Space does not allow of more than a mere reference to Wöhler's researches on metallic or semimetallic nitrides. What we know of this as yet little understood class of bodies, with barely an exception, came out of his laboratory, if it was not done by himself in the strict sense of the word. And only a reference can be made to the numerous processes which Wöhler, in the course of his long laboratory practice, has worked out for the preparation of pure chemicals, and for the execution of exact analytical separations. He had better work to do than to take up analytical problems for their own sake; but what he did in this direction incidentally amounts to a great deal. The analysis of meteorites was one of his favourite specialties,—one of his results being the discovery of organic matter in a meteorite which he examined in 1864. As a teacher Wöhler ranks with Liebig and Berzelius.
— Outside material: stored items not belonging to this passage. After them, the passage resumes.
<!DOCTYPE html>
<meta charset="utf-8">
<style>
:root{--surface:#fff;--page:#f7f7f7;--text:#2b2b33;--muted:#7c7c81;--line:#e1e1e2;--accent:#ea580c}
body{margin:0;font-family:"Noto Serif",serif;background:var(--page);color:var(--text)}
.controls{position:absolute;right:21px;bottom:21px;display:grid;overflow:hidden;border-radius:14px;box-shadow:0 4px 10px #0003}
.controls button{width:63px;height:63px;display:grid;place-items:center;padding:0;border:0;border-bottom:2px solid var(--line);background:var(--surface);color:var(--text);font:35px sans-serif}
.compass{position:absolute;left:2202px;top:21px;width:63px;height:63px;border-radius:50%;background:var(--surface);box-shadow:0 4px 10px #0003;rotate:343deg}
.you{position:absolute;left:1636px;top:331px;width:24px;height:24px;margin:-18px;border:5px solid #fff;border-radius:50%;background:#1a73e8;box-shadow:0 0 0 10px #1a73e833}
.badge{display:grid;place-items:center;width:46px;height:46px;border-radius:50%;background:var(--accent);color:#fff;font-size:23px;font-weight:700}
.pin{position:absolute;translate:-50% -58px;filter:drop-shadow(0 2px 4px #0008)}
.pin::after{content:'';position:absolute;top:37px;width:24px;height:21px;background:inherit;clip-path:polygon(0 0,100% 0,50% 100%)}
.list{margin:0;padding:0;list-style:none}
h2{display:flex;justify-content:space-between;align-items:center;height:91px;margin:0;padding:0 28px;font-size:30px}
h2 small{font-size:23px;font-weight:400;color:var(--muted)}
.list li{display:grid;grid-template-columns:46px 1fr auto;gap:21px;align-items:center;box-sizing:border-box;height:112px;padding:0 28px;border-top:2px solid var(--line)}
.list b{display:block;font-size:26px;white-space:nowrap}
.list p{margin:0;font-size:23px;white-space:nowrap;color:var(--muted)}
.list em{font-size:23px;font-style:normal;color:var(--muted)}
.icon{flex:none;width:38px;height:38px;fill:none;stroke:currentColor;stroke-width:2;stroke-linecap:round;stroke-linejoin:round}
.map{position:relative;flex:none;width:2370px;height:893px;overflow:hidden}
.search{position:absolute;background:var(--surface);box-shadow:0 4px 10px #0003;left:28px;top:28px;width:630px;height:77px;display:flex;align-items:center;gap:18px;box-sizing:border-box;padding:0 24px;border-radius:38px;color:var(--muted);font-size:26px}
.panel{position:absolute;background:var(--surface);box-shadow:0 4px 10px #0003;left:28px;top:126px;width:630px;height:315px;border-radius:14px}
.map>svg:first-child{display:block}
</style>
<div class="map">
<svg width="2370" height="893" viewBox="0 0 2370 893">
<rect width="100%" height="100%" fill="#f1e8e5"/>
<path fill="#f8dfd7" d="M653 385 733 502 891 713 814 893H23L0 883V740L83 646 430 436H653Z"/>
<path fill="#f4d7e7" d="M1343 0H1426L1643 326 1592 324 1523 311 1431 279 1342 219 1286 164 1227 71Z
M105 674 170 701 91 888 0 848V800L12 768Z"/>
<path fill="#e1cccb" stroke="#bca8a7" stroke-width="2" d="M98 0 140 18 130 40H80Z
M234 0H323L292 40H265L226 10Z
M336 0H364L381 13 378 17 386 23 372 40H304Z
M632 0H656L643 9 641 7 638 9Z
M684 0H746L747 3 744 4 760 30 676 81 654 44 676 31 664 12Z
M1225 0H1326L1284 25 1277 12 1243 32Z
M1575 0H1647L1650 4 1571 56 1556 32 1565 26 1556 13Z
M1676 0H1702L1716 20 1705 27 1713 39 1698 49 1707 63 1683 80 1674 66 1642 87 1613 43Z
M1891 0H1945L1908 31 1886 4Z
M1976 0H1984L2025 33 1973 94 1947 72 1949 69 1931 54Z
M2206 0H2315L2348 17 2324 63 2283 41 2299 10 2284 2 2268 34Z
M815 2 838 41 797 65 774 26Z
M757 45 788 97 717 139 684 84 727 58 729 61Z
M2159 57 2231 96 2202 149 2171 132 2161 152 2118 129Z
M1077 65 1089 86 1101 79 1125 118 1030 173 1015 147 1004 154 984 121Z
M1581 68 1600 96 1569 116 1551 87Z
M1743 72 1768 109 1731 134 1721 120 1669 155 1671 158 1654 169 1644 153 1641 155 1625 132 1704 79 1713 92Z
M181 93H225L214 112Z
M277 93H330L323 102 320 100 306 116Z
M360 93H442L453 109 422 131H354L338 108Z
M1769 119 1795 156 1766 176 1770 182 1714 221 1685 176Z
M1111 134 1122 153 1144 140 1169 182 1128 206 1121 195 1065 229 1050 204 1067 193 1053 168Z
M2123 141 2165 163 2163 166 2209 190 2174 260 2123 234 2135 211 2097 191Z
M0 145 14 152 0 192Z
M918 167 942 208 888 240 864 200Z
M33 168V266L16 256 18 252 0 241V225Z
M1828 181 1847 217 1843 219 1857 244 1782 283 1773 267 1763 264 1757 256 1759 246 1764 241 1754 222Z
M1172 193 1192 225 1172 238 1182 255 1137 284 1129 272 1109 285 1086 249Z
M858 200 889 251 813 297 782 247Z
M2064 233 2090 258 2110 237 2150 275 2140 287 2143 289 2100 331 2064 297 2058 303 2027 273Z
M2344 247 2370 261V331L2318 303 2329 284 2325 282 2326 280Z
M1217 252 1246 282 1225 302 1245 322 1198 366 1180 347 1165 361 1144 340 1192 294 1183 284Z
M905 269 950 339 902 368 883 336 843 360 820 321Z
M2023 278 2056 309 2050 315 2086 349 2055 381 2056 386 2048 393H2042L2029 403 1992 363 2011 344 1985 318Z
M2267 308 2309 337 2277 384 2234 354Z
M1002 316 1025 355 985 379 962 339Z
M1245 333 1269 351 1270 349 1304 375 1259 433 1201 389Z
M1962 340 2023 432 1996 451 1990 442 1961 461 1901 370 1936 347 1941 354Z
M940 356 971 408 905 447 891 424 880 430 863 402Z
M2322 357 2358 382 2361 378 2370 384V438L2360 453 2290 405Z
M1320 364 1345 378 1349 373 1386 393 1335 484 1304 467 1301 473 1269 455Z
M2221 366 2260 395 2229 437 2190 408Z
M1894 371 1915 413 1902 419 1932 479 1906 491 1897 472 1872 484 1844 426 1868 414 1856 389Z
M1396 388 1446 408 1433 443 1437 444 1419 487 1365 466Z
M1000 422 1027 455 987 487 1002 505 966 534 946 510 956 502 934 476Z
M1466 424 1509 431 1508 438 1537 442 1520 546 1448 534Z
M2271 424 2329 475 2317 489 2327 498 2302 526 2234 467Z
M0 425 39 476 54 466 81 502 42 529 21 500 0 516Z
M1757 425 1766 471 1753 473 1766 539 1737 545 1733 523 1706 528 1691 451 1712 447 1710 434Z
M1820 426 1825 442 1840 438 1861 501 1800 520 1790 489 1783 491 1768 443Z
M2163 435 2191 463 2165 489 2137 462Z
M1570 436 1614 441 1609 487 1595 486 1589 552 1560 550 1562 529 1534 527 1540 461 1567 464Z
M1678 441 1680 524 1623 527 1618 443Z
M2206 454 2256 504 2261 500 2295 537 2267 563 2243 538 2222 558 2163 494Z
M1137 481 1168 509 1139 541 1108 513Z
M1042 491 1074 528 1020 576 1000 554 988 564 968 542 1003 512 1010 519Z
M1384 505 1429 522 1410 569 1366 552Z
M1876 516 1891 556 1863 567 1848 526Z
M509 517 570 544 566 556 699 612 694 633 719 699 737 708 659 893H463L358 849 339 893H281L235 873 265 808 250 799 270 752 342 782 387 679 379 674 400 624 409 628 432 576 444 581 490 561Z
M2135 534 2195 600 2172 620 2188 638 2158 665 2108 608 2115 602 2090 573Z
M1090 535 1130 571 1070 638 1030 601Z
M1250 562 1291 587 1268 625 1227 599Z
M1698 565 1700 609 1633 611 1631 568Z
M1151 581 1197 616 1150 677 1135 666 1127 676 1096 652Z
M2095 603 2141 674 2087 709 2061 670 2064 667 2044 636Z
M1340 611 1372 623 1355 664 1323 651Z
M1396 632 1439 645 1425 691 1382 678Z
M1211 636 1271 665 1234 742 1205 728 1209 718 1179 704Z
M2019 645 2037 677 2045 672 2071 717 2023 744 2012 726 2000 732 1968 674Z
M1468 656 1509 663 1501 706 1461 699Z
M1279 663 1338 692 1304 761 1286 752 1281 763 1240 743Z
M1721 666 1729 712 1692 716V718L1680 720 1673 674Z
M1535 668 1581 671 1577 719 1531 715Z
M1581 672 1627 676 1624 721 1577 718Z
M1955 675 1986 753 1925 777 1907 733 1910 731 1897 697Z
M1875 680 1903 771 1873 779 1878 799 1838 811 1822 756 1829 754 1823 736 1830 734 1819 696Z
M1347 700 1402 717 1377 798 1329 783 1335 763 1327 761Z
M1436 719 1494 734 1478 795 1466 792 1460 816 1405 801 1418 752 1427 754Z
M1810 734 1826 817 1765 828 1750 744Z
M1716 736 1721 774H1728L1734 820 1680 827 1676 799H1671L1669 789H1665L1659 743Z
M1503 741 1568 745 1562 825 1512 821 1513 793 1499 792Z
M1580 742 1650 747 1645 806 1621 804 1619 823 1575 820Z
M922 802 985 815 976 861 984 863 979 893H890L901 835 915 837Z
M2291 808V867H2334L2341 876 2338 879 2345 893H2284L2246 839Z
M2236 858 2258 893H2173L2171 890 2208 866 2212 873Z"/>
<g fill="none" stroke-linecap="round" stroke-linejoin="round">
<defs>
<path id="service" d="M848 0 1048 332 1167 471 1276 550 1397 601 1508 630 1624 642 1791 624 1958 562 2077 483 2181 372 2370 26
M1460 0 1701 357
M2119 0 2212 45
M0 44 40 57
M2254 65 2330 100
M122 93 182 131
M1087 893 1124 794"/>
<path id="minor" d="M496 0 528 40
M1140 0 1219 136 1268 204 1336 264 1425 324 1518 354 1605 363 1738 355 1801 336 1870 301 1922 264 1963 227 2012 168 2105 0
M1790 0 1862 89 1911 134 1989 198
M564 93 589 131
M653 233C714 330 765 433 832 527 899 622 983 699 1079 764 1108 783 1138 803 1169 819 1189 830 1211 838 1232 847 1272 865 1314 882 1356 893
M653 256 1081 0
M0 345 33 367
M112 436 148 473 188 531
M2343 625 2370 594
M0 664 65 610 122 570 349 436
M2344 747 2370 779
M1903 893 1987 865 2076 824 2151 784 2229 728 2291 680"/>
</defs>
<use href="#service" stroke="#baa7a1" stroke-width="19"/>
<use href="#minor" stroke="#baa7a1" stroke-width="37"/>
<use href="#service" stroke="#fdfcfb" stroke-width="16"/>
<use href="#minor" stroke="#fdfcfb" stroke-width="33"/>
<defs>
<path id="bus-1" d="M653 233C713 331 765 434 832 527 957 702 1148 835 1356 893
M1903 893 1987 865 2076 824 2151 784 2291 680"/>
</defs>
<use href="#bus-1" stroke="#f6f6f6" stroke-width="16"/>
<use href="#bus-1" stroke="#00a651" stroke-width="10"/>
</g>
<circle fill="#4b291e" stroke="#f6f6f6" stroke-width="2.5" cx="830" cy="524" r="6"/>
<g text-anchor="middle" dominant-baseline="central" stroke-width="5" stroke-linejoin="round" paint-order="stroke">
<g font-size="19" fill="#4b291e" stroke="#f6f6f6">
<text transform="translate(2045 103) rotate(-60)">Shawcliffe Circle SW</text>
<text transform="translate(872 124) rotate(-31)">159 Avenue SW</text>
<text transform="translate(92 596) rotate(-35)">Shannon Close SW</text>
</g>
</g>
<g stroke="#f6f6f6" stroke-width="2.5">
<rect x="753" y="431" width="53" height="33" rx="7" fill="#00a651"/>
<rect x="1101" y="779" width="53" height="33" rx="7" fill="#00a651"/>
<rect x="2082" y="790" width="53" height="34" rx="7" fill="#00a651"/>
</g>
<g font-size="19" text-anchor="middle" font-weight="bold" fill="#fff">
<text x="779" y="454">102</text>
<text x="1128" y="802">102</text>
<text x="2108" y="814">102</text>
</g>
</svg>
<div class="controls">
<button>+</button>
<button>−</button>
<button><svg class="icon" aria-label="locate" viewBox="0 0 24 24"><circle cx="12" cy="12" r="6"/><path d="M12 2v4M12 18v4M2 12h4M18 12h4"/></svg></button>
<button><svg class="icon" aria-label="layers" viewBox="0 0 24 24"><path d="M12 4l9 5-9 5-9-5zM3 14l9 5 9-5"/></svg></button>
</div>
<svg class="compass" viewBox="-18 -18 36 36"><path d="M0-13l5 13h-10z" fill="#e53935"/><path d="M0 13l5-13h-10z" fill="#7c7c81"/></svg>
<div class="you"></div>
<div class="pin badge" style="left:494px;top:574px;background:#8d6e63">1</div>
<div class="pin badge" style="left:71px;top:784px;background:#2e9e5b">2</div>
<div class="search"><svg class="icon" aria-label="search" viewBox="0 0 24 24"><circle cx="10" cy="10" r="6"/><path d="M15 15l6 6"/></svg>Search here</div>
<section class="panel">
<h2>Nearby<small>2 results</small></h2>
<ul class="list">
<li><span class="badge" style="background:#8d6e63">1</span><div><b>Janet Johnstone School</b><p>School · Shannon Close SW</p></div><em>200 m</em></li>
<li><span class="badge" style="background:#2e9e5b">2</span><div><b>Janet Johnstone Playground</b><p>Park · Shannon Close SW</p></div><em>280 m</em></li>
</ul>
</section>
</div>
In a sense he was the greatest of the three. Berzelius never had the opportunity to teach large numbers of students in his laboratory; and Liebig lacked the many-sidedness so characteristic of the Göttingen laboratory as long as it really was under Wöhler's personal direction. One student might wish to work on organic chemistry, another on minerals, a third on metallurgy, a fourth on rare elements; let them all go to Wöhler, and all, as well as the fifth or sixth, would find themselves in the right place. That Wöhler in these circumstances was able to do much literary work is truly marvellous. His Grundriss der Chemie, which he published anonymously at first, has passed through many editions, and been translated into various foreign languages,—never, unfortunately, into English. A more valuable teaching book still, and more unique in its character, is his excellent Practische Uebungen in der chemischen Analyse (entitled in the second edition Mineral-Analyse in Beispielen), of which we have two English translations. To a man like him the compilation of either book probably gave little trouble; what must have taken up a very large portion of his valuable time are his translations of Berzelius's Lehrbuch der Chemie, and of all the successive volumes of Berzelius's Jahresbericht, which only thus became really available to the scientific world at large.From 1838, too, Wöhler was one of the editors of Liebig's Annalen.